不过旧疾难愈,哪怕他用尽了全力,那一咬仍旧没什么痛感。倒是鸾春被惹恼了,既然褚阑珊忘恩负义,过河拆桥,那就别怪他坐实这个风流郎的名号!
思及至此,鸾春放下药碗,按着褚阑珊亲吻。褚阑珊的唇里有浓浓的苦,混着血腥,全部被鸾春吞进自己的肚里。
这药太苦,也难怪他会哭。
鸾春从怀间的暗袋里取出一块贻糖,放入口中,再次吻了上去,往褚阑珊的嘴里渡进丝丝缕缕的甜。

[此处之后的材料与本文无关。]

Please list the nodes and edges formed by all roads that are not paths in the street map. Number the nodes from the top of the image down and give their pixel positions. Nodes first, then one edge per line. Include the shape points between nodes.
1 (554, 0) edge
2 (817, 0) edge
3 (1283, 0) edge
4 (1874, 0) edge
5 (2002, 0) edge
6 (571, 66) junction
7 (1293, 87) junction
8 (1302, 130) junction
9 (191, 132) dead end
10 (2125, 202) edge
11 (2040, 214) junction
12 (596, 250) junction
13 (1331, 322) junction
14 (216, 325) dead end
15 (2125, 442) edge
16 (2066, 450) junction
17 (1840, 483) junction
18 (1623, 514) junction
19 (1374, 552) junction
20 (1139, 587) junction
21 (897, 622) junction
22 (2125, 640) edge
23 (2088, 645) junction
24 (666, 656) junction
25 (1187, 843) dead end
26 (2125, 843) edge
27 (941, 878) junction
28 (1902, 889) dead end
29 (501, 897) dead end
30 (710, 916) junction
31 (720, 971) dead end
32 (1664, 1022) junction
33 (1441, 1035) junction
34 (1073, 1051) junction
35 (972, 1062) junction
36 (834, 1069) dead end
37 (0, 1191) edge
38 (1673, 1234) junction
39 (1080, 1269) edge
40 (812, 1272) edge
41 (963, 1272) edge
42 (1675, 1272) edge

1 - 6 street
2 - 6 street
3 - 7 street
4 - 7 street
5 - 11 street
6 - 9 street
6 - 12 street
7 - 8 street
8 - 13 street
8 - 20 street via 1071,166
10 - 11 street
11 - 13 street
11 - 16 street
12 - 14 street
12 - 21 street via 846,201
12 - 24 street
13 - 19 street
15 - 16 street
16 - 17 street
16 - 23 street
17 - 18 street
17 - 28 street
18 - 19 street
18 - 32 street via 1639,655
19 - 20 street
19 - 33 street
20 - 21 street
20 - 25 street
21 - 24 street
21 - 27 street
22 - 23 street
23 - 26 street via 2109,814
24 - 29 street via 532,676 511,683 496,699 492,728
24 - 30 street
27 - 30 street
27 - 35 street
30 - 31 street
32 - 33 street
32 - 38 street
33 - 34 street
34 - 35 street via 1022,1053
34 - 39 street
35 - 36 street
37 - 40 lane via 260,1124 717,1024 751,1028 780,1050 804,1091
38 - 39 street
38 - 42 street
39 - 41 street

不知褚阑珊是病得昏头还是被这甜蜜捉弄,竟也主动仰起脖子,自然地索取。
纤细的十指插.入鸾春的发髻,轻轻地抚摸,鸾春也逐渐入迷,力度松弛,温柔地同他纠缠。
窗外是十月的戈壁黄沙,两人却用唇齿描摹出三月江南的微风细雨。
“cut——”应舒喊道,“这条过了,切一条近景。”
工作人员立马涌上来,调光的调光,恢复道具的恢复道具。
郁澜重新躺回床里,闭着眼睛让化妆师补妆。胡豆忐忑地走到导演身边,问:“刚才那条怎么样?”
应舒很满意,“这块糖加的非常好,很有感觉,看来你对鸾春这个人物的理解已经很深了。”
最近胡豆不断摸索和了解鸾春这个角色,每次提出加戏或者改戏,结果都不错,也让他越来越自信。